Companies like Cohere, Scale AI, Weights & Biases, and Anthropic have all posted dedicated eval roles in Q1 2026, with compensation ranging from $160,000 to $240,000 at the senior level. The role typically owns: the eval framework choice and configuration, the golden dataset curation process, regression test automation in CI/CD, and the metrics dashboards that tell product teams whether a new model version is safe to ship.
The skills that make someone effective in this role are unusual: you need enough ML depth to understand why models fail, enough software engineering to build reliable test infrastructure, and enough product sense to know which failure modes matter to users. Former QA engineers who have leveled up on ML, and former ML researchers who care about production reliability, are both strong fits.
If this role interests you, browse jobs on AgenticCareers.co — we currently track dozens of open eval engineering roles across startups and enterprise AI teams.
Continuous Evaluation in Production
Evaluation cannot be a one-time pre-launch activity. Model providers update weights without notice. Your tool APIs change. User inputs drift.

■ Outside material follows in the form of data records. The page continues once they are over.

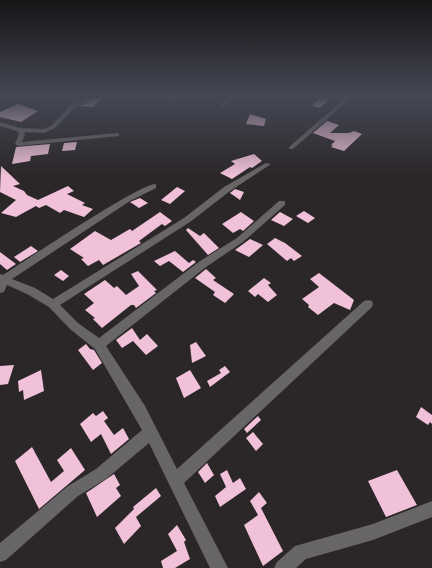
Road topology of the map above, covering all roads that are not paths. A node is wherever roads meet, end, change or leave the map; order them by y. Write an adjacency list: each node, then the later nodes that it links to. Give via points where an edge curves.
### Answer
1 (55, 123): 4 (street, via 48,129)
2 (320, 123): 6 (street)
3 (0, 124): 4 (street)
4 (20, 130): 5 (street, via 22,134 18,144)
5 (117, 135)
6 (291, 148)
7 (268, 164): 11 (street, via 227,189 187,220)
8 (153, 186): 10 (street, via 127,199)
9 (282, 202): 13 (street, via 240,240 203,264)
10 (1, 282): 11 (street, via 31,291)
11 (53, 304): 13 (street, via 74,326)
12 (368, 304): 15 (street)
13 (99, 345): 14 (street)
14 (151, 432): 15 (street); 17 (street, via 101,474 74,491)
15 (175, 481): 18 (street)
16 (432, 509): 19 (street, via 373,532 301,552)
17 (0, 554)
18 (219, 568)
19 (283, 568)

A monthly offline eval run will miss production regressions that emerge within days.
The pattern gaining adoption at mature teams: a canary layer that routes 5% of production traffic to a new model version, a real-time scorer that evaluates outputs using a cheap judge model (GPT-4o-mini works well for this), and an alert threshold that pauses the rollout if TCR drops by more than 3 percentage points versus baseline.
Instrumenting this properly requires roughly two engineer-weeks of initial setup and ongoing maintenance overhead of about 20% of one engineer's time. The teams that invest in it ship new model versions in days rather than weeks, because they trust the safety net.
What to Build Next Quarter
If you are leading an agent team and have no formal eval infrastructure today, here is a prioritized roadmap: (1) integrate DeepEval or RAGAS into your existing pytest suite this week — it takes under a day; (2) stand up LangSmith or Braintrust for trace capture before your next production deployment; (3) conduct a manual review session with a domain expert to build your initial golden dataset; (4) automate regression testing in CI/CD so every PR runs your eval suite.
The teams winning in the agentic era are not necessarily the ones with the best models. They are the ones who know, with confidence, when their agents are working and when they are not.